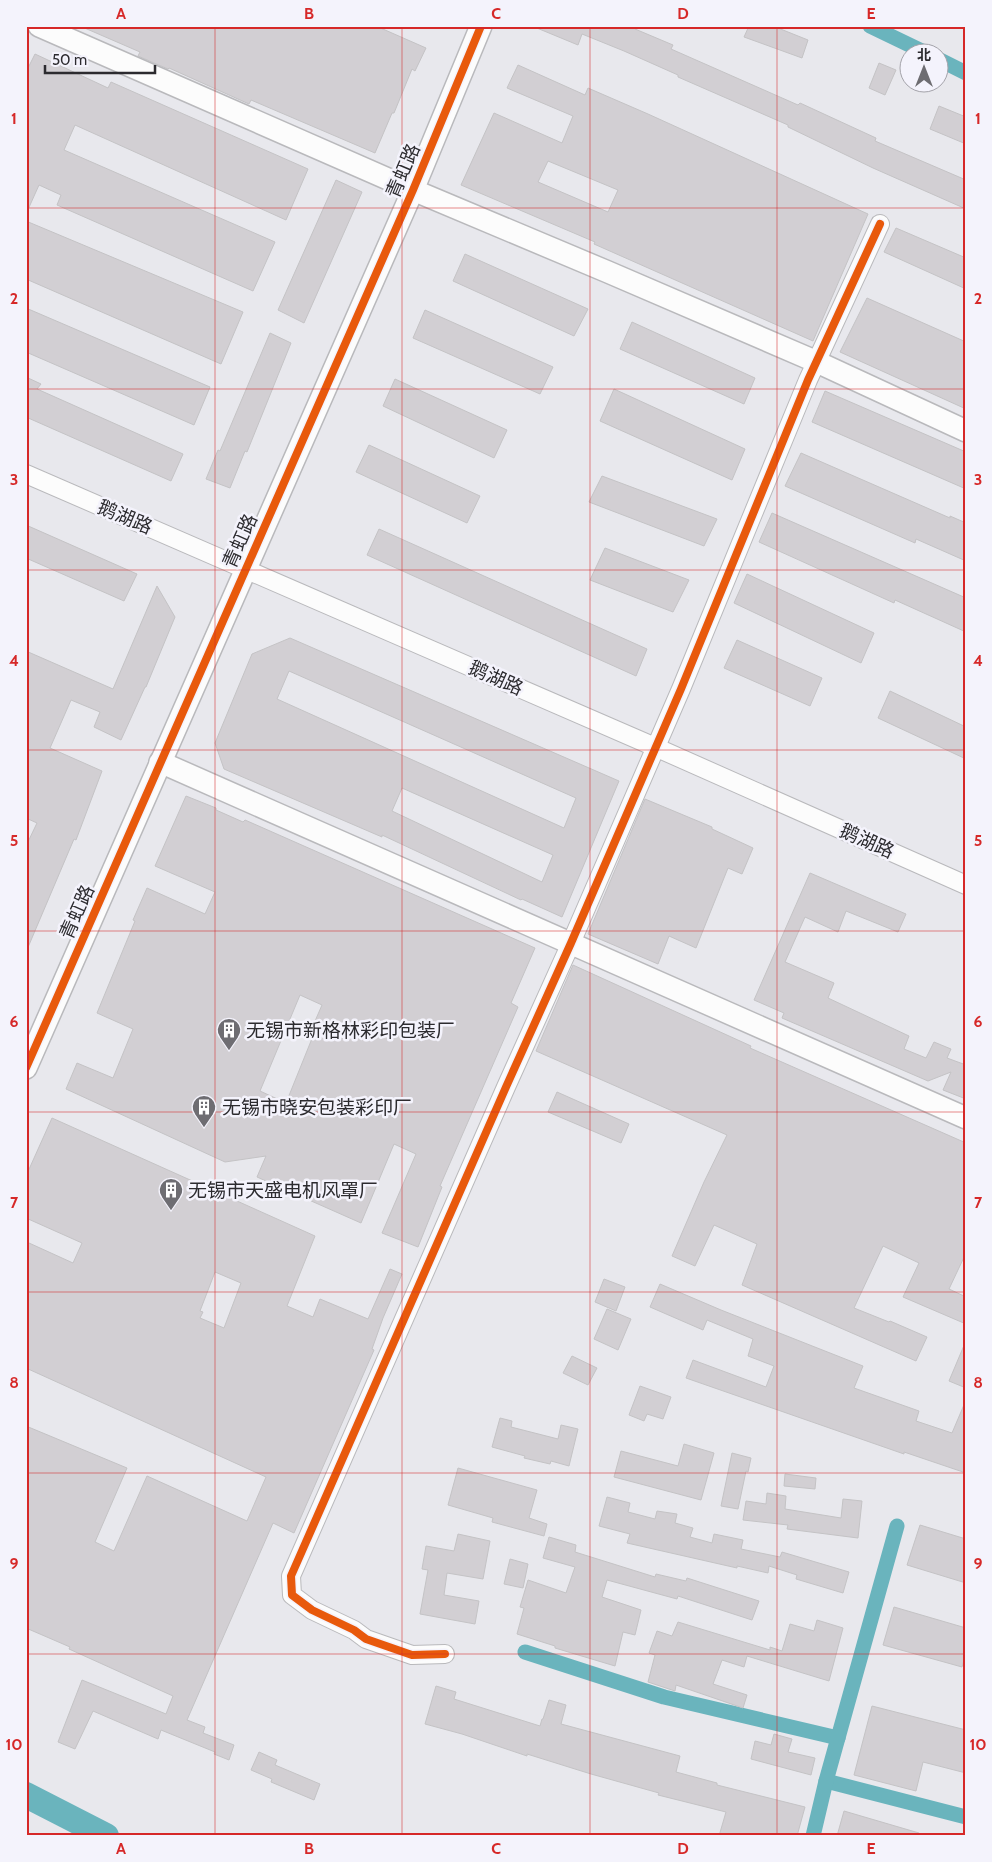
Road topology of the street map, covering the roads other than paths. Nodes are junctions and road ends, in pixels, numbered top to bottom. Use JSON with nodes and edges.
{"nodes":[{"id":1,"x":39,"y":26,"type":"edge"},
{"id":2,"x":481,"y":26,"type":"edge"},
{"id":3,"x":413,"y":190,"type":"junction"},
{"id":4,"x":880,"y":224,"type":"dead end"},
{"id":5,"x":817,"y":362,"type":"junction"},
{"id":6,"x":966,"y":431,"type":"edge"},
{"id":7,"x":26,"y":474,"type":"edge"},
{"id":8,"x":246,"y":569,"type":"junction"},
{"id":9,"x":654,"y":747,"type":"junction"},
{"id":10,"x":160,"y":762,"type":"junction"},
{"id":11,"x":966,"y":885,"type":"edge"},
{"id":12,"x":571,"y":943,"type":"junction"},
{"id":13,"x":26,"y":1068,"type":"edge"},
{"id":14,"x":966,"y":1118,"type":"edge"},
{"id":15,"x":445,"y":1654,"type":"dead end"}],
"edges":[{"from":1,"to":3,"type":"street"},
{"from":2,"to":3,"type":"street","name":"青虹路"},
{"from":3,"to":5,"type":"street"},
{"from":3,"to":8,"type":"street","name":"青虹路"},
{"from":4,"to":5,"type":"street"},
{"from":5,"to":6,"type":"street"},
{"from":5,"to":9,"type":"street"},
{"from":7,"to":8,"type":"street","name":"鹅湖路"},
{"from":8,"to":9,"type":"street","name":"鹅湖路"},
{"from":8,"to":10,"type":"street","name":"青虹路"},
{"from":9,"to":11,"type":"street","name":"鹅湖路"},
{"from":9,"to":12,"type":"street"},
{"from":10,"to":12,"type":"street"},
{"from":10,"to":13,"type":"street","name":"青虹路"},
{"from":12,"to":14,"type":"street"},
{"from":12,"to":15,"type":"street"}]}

★ ★ ★ ★ ★ ★ ★

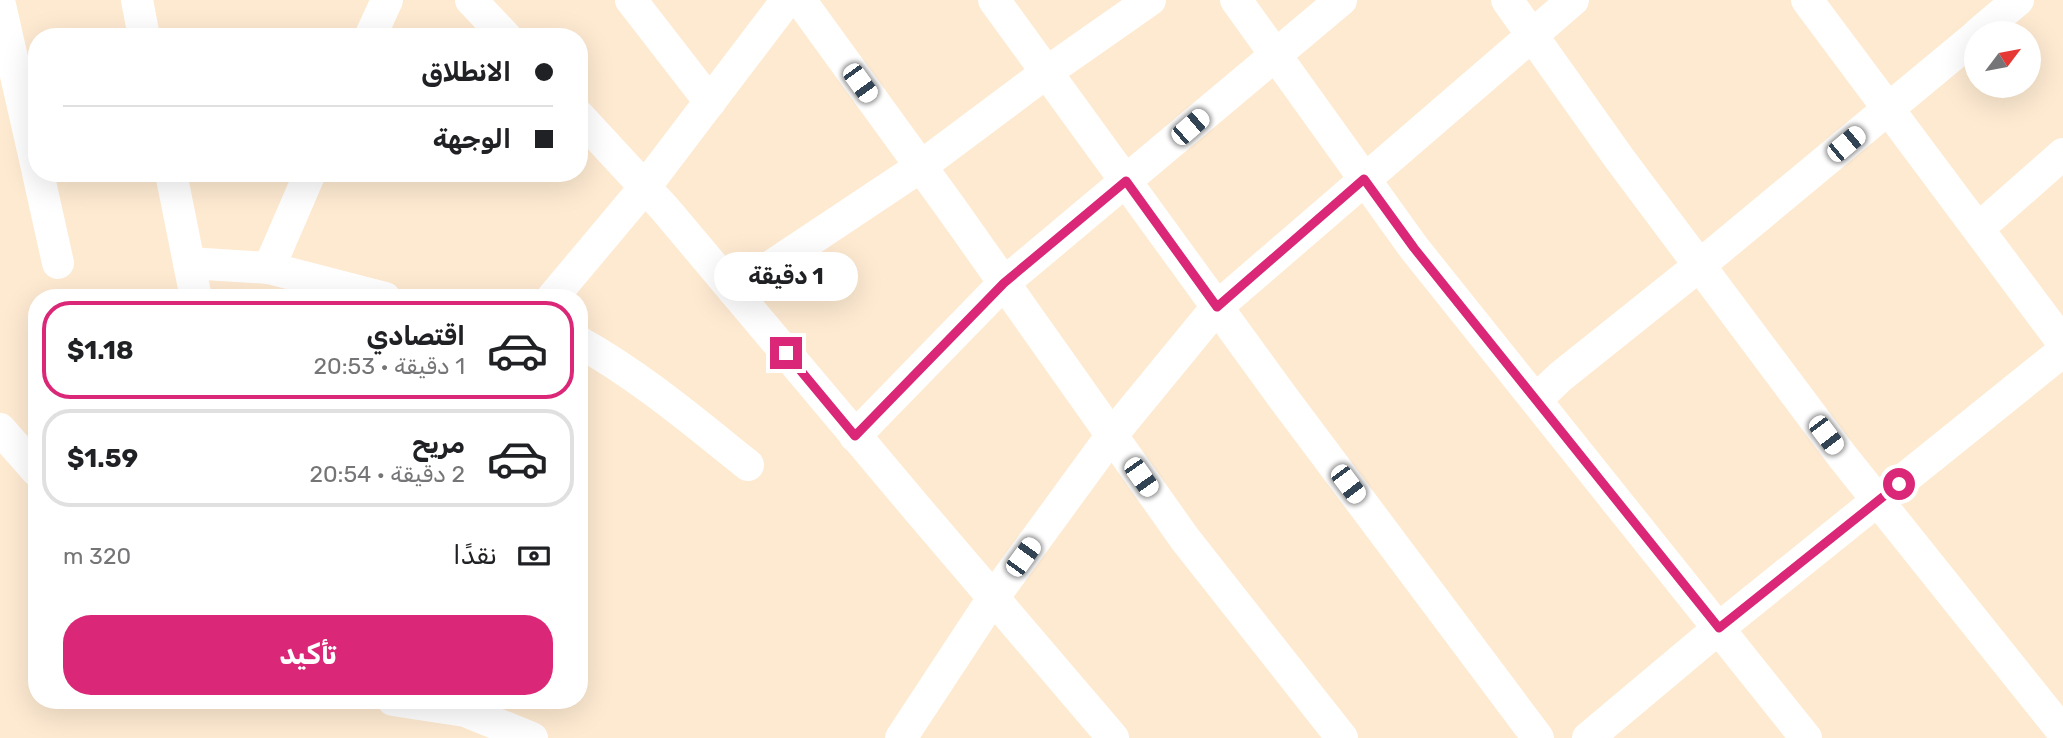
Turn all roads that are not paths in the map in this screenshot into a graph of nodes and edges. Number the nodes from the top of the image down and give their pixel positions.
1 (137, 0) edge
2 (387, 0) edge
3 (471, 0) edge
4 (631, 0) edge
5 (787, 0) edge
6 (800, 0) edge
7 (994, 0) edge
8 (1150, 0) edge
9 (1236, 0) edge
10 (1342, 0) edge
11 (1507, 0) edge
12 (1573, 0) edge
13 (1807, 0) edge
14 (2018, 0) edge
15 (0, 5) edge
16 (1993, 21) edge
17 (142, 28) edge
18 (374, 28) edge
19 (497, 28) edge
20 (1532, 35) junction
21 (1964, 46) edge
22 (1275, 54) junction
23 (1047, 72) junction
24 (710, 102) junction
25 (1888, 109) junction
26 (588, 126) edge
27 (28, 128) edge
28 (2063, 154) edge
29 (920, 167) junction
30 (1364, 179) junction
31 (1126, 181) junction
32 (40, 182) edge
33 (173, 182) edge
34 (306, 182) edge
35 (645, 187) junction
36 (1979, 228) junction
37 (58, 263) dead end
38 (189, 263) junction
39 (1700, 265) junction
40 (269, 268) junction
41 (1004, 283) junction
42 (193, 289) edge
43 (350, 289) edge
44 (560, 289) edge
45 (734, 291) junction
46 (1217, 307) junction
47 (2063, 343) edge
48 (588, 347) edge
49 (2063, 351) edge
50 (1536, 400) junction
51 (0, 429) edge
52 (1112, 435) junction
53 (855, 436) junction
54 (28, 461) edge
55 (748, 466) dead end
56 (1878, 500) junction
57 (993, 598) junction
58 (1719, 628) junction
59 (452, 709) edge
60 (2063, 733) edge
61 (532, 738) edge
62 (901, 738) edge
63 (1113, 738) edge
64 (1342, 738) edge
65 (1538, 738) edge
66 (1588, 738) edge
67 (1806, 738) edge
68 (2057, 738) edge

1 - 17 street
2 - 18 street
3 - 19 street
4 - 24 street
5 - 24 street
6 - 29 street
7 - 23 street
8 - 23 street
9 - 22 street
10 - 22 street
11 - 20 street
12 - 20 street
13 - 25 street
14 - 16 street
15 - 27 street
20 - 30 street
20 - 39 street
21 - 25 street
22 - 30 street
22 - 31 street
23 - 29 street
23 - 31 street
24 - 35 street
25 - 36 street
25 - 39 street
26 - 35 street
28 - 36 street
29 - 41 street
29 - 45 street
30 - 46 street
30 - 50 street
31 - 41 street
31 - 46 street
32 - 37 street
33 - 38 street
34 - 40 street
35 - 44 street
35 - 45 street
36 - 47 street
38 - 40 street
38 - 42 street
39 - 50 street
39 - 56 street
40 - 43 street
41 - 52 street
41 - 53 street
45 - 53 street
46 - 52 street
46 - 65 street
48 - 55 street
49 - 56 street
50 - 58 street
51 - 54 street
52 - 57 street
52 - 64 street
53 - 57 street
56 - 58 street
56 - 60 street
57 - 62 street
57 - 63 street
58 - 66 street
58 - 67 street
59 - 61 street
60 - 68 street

★ ★ ★ ★ ★ ★ ★

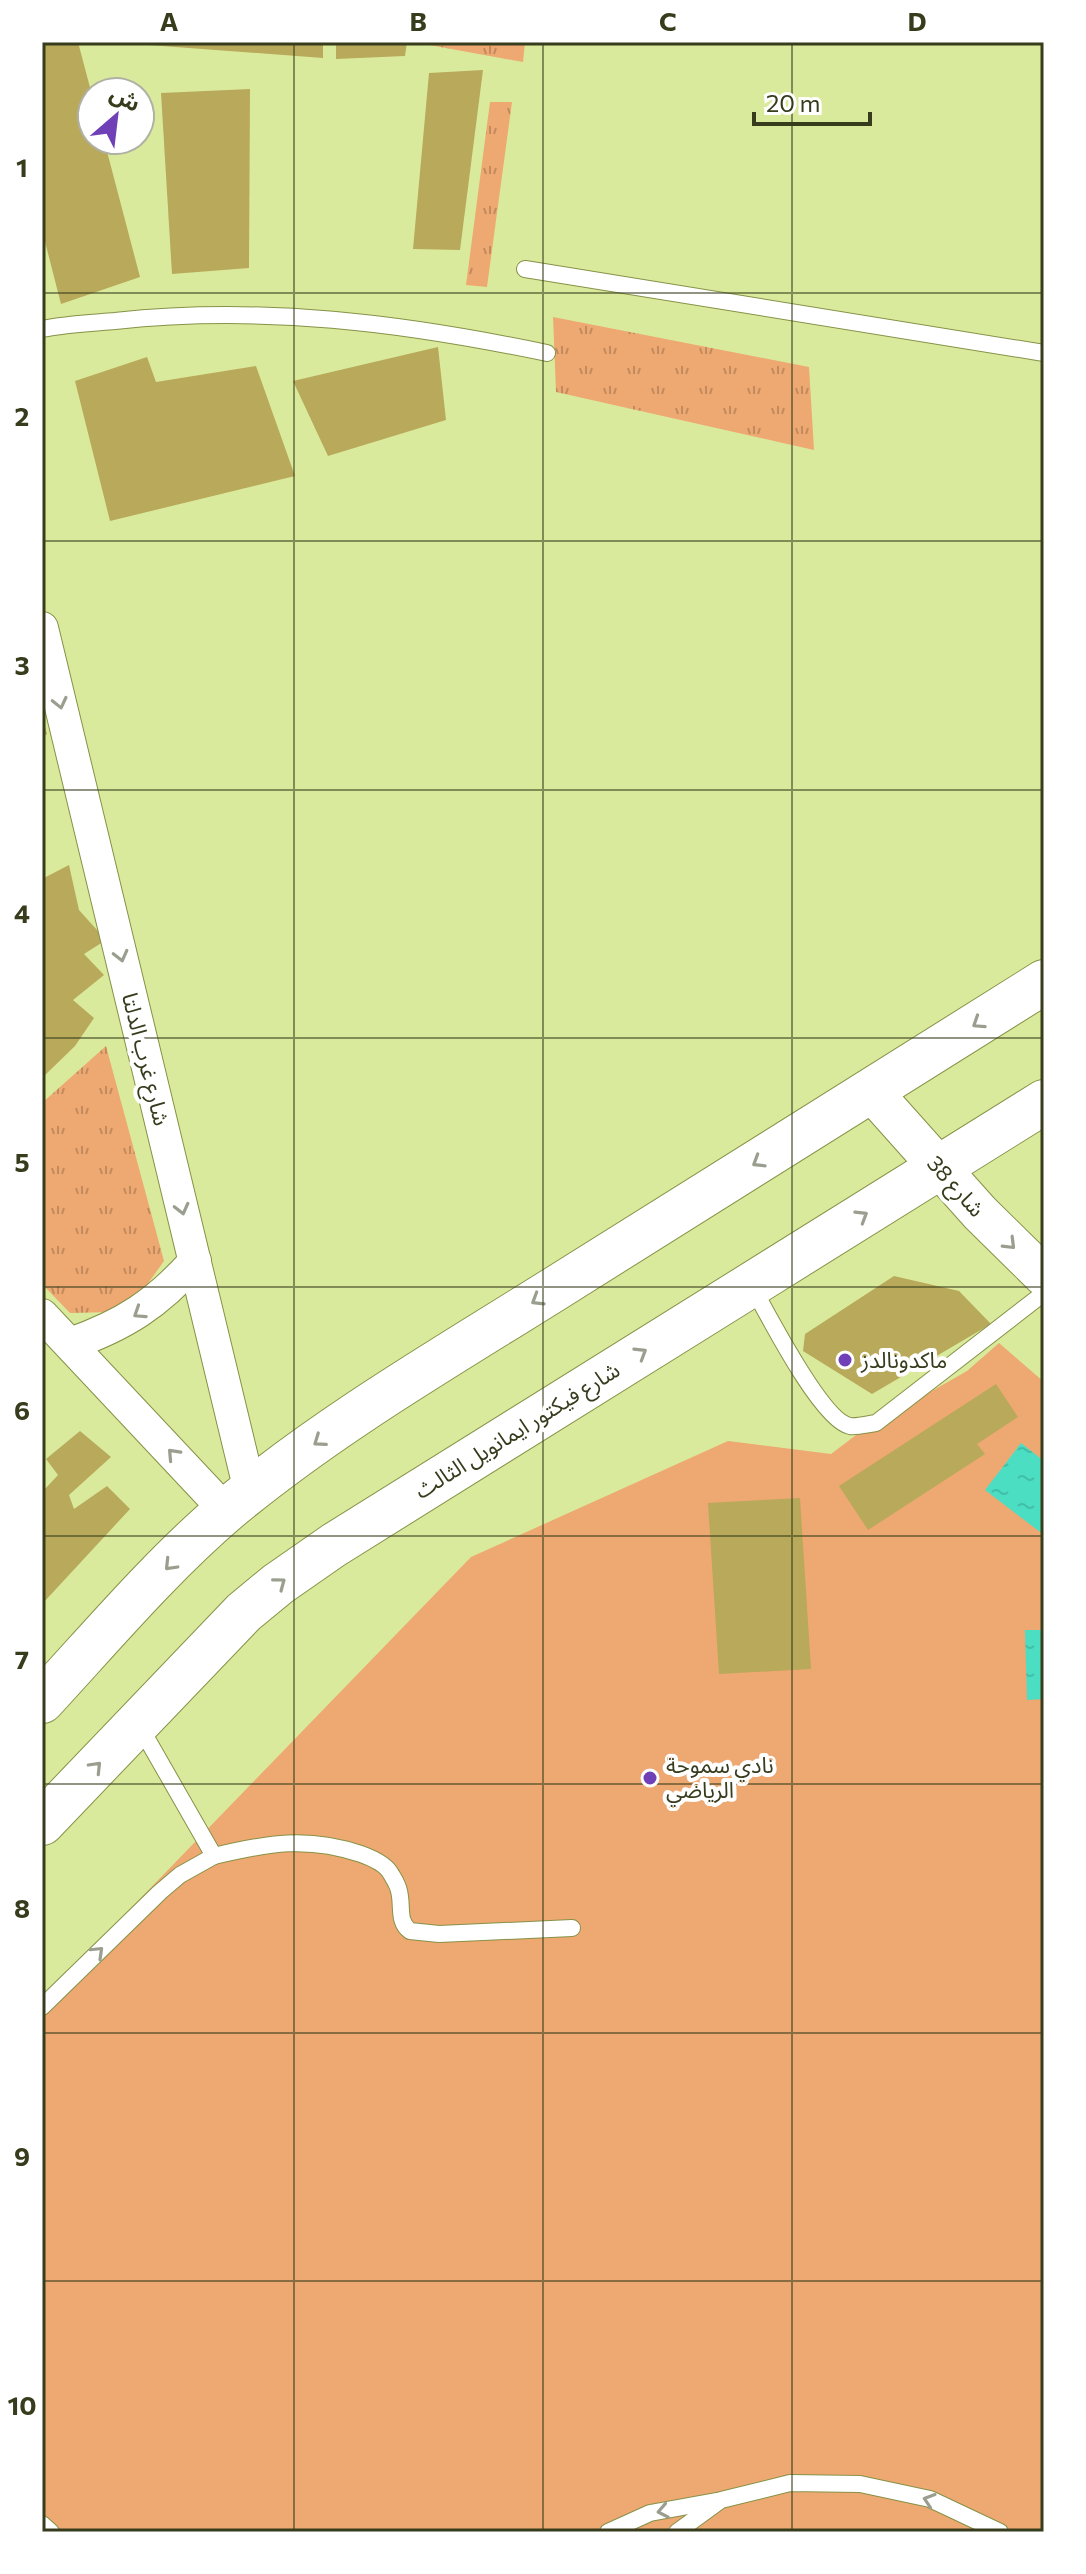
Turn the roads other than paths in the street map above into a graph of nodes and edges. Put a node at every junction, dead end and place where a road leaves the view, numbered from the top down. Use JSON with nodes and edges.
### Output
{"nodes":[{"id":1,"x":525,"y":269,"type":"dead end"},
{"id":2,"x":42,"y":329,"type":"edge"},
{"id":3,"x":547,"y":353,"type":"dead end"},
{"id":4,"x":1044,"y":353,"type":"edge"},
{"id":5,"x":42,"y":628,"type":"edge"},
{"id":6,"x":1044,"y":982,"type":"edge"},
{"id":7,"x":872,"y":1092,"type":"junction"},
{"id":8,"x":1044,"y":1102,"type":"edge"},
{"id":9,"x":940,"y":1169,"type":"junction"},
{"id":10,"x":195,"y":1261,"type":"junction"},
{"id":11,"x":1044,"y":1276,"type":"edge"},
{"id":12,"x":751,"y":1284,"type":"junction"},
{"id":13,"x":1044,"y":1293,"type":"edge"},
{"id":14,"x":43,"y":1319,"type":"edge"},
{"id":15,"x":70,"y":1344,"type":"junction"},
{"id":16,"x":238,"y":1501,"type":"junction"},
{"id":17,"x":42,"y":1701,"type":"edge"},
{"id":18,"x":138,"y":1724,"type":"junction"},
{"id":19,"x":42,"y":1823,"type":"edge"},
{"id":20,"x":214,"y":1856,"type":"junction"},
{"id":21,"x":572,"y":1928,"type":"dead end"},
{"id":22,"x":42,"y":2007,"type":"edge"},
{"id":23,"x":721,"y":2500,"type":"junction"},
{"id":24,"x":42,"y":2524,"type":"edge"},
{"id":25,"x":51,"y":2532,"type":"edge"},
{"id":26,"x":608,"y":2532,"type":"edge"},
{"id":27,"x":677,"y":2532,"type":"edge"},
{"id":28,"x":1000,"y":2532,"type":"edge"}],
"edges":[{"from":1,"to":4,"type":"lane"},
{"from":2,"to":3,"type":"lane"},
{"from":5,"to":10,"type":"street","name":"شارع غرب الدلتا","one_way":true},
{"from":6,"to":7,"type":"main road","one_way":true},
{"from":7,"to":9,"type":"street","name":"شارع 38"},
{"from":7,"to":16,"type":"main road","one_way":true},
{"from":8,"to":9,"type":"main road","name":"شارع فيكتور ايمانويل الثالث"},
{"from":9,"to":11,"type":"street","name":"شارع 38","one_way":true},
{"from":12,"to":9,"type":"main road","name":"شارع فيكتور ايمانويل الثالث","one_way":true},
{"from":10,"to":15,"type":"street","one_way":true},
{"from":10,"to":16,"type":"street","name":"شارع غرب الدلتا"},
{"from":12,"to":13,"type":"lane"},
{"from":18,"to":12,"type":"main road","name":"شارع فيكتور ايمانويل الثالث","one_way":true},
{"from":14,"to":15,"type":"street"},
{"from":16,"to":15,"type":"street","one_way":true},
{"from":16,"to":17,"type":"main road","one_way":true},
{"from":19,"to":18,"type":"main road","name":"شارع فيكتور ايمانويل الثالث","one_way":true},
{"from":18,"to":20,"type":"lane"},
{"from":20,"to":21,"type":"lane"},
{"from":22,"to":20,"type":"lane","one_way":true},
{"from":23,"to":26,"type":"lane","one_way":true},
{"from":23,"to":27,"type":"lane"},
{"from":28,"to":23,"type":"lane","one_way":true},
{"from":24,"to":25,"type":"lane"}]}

★ ★ ★ ★ ★ ★ ★

## Task requirements
Look through the material above for "dead" and copy the lines that have it.

## Exercise answer
{"id":4,"x":880,"y":224,"type":"dead end"},
{"id":15,"x":445,"y":1654,"type":"dead end"}],
37 (58, 263) dead end
55 (748, 466) dead end
Turn the roads other than paths in the street map above into a graph of nodes and edges. Put a node at every junction, dead end and place where a road leaves the view, numbered from the top down. Use JSON with nodes and edges.
{"nodes":[{"id":1,"x":525,"y":269,"type":"dead end"},
{"id":3,"x":547,"y":353,"type":"dead end"},
{"id":21,"x":572,"y":1928,"type":"dead end"},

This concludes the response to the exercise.